- [Prompt] Which lines of the entries below contain the string "벌모루길"? Copy each one.

[Stored data]
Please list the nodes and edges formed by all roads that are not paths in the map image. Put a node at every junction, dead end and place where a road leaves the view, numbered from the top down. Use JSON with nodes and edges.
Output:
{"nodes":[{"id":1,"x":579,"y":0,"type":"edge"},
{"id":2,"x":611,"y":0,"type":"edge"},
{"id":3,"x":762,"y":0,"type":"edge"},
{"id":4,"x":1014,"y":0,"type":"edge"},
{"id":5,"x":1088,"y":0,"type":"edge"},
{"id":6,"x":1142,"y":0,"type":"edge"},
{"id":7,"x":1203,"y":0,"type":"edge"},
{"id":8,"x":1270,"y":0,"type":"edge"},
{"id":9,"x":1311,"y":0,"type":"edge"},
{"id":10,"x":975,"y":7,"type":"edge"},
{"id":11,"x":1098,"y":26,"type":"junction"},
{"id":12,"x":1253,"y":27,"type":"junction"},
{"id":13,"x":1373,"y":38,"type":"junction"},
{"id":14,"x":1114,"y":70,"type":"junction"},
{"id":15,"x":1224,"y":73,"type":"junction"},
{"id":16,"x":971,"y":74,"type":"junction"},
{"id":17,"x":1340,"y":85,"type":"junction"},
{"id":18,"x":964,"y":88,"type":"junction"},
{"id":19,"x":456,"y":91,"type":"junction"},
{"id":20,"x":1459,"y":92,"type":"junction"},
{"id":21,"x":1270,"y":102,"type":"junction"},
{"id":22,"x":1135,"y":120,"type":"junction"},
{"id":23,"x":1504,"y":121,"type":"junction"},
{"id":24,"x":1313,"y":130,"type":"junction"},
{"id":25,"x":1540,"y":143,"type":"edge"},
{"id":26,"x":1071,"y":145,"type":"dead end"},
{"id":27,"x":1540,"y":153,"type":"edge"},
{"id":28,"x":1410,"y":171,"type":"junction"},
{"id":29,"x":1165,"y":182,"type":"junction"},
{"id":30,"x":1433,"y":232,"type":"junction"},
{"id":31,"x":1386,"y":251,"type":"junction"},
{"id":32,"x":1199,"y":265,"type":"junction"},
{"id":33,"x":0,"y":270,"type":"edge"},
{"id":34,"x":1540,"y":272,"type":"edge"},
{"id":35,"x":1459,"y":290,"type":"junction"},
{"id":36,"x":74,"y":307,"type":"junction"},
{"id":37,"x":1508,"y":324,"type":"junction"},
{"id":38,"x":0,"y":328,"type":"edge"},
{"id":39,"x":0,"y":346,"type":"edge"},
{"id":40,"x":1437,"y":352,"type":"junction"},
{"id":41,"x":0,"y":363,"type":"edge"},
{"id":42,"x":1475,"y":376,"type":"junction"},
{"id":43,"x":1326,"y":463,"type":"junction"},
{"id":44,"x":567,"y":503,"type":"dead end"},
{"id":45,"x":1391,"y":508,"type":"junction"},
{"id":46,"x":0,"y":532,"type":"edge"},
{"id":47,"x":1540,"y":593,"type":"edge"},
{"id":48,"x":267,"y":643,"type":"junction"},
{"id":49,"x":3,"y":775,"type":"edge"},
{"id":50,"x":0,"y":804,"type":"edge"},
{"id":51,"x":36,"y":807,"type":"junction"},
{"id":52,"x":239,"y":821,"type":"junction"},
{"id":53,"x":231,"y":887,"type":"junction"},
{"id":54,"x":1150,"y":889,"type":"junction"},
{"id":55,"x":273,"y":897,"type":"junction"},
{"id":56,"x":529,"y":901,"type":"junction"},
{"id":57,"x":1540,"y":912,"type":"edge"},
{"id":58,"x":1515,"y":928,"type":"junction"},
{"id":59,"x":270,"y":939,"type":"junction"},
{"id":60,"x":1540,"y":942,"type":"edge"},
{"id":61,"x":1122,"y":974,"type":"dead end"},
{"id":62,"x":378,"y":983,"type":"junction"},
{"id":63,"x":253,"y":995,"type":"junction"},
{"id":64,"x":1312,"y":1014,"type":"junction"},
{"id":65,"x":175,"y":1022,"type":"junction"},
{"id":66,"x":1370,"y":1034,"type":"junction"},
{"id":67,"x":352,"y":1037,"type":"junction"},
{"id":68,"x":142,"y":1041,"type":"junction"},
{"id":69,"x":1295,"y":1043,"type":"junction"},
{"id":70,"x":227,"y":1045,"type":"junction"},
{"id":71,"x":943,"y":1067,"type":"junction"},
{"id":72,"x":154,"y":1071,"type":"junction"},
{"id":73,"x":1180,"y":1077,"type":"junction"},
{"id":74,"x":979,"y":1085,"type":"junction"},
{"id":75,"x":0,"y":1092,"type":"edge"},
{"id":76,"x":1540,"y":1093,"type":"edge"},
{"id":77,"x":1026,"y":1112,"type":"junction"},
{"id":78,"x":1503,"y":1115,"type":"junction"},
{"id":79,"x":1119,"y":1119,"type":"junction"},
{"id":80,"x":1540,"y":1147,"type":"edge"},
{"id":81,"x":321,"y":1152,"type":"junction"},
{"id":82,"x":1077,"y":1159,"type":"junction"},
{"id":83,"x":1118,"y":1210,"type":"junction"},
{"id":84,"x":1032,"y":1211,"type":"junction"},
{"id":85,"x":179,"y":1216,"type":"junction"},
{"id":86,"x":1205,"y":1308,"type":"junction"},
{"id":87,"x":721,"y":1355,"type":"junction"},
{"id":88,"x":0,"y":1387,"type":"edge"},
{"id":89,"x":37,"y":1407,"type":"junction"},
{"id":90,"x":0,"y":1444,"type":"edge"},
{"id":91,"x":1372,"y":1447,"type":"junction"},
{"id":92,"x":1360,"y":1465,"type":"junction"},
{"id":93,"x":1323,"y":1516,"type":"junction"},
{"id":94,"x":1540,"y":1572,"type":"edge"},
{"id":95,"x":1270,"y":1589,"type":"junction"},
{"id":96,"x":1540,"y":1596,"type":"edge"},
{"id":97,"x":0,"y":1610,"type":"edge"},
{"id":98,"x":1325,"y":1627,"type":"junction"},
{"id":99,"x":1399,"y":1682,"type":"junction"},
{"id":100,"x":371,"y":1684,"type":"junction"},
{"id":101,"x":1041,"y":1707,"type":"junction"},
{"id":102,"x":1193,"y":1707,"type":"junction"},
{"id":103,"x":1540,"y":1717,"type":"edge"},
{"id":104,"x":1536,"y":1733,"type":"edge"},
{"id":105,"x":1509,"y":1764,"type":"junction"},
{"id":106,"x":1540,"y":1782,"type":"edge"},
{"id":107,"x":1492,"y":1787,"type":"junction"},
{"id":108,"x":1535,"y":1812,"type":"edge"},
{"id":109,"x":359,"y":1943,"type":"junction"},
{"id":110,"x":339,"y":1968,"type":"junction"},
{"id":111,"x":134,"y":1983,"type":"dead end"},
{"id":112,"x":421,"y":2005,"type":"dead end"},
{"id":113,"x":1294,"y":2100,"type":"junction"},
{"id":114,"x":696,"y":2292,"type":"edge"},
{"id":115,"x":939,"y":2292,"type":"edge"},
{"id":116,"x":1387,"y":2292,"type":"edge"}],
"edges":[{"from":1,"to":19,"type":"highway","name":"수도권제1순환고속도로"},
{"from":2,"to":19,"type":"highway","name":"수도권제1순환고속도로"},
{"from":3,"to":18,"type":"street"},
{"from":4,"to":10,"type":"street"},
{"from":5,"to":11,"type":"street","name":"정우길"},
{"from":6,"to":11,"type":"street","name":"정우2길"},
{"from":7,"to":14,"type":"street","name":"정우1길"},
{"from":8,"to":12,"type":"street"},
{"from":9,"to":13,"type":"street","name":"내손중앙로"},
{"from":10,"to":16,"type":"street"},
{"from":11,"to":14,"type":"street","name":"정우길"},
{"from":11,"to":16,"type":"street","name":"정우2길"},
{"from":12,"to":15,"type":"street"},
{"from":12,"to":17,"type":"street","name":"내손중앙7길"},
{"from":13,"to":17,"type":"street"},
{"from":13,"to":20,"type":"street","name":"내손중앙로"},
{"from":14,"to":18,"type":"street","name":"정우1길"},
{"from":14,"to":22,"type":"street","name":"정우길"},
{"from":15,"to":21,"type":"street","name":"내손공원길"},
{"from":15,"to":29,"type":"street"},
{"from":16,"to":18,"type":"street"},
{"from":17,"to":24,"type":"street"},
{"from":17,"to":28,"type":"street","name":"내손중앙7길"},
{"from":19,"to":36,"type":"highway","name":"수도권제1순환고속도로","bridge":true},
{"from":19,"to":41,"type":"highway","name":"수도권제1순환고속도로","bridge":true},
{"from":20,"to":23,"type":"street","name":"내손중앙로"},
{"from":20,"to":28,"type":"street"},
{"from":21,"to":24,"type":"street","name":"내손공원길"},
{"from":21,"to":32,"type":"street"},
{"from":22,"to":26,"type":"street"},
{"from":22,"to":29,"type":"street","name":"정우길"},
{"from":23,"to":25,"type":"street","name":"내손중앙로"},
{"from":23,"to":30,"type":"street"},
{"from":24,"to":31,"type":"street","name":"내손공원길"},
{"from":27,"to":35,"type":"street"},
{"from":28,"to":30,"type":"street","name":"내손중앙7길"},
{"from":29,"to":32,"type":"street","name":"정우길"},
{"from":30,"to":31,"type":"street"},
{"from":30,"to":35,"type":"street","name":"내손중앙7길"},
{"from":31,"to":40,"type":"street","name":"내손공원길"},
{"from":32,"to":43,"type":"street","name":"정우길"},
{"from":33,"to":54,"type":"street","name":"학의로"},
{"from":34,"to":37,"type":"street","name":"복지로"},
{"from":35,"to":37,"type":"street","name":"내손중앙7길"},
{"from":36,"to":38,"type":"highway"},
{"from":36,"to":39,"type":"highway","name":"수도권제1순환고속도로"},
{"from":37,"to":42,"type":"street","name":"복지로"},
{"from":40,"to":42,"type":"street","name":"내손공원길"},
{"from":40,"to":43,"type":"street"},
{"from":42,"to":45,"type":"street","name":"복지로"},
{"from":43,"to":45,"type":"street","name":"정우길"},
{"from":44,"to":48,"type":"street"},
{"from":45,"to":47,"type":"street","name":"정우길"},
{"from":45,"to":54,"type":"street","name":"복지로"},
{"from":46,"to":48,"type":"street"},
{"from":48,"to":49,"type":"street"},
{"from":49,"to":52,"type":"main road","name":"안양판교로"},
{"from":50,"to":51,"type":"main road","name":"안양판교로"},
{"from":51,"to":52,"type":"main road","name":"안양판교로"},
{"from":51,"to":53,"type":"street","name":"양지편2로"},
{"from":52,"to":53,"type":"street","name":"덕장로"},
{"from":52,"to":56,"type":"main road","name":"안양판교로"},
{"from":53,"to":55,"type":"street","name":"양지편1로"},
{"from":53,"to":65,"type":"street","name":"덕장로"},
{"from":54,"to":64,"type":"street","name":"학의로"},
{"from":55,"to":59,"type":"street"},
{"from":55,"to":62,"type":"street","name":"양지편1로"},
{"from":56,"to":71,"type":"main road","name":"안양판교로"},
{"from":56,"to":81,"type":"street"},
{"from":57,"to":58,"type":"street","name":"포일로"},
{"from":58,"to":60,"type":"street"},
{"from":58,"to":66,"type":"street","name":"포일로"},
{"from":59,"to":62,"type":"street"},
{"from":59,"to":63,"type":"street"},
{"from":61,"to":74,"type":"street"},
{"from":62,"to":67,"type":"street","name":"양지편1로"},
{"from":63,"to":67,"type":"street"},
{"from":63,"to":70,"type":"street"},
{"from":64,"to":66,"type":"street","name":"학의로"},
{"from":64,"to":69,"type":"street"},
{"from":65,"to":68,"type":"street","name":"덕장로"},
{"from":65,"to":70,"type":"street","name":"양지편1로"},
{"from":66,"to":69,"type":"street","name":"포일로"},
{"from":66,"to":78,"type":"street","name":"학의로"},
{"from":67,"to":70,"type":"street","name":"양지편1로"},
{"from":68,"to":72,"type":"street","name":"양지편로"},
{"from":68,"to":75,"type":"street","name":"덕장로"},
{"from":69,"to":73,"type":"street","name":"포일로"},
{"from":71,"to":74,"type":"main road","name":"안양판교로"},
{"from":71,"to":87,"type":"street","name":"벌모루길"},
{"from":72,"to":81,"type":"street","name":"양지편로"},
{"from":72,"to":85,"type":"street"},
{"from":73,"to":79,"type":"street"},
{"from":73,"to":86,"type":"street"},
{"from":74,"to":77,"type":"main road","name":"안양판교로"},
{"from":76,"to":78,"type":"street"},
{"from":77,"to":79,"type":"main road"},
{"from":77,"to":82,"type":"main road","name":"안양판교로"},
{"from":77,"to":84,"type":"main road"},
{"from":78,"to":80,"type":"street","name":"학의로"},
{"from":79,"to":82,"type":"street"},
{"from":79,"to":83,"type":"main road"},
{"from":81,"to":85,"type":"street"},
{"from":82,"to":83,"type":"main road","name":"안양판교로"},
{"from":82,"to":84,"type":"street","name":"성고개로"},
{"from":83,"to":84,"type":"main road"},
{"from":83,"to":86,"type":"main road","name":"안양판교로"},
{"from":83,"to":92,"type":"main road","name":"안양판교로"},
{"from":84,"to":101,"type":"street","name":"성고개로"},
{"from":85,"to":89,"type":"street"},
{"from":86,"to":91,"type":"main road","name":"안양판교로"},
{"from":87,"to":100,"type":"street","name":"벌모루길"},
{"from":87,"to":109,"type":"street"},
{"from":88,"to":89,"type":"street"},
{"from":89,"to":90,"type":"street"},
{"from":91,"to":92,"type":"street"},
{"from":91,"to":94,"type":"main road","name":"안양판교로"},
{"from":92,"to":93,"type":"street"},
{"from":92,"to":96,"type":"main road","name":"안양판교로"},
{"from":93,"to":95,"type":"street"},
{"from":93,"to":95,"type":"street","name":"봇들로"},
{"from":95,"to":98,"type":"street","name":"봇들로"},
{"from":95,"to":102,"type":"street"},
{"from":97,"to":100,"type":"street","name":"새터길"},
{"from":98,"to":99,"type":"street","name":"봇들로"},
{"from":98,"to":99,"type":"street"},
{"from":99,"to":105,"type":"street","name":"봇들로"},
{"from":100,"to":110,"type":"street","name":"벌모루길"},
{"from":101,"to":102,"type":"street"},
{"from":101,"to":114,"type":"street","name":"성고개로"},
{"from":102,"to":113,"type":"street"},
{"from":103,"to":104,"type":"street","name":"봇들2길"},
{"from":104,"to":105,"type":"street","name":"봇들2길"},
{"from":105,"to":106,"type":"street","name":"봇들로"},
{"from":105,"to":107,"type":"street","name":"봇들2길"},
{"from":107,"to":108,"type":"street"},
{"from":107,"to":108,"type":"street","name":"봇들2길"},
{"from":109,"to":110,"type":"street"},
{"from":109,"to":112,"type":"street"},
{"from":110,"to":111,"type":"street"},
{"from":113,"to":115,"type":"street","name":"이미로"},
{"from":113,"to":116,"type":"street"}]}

- [Task response]
{"from":71,"to":87,"type":"street","name":"벌모루길"},
{"from":87,"to":100,"type":"street","name":"벌모루길"},
{"from":100,"to":110,"type":"street","name":"벌모루길"},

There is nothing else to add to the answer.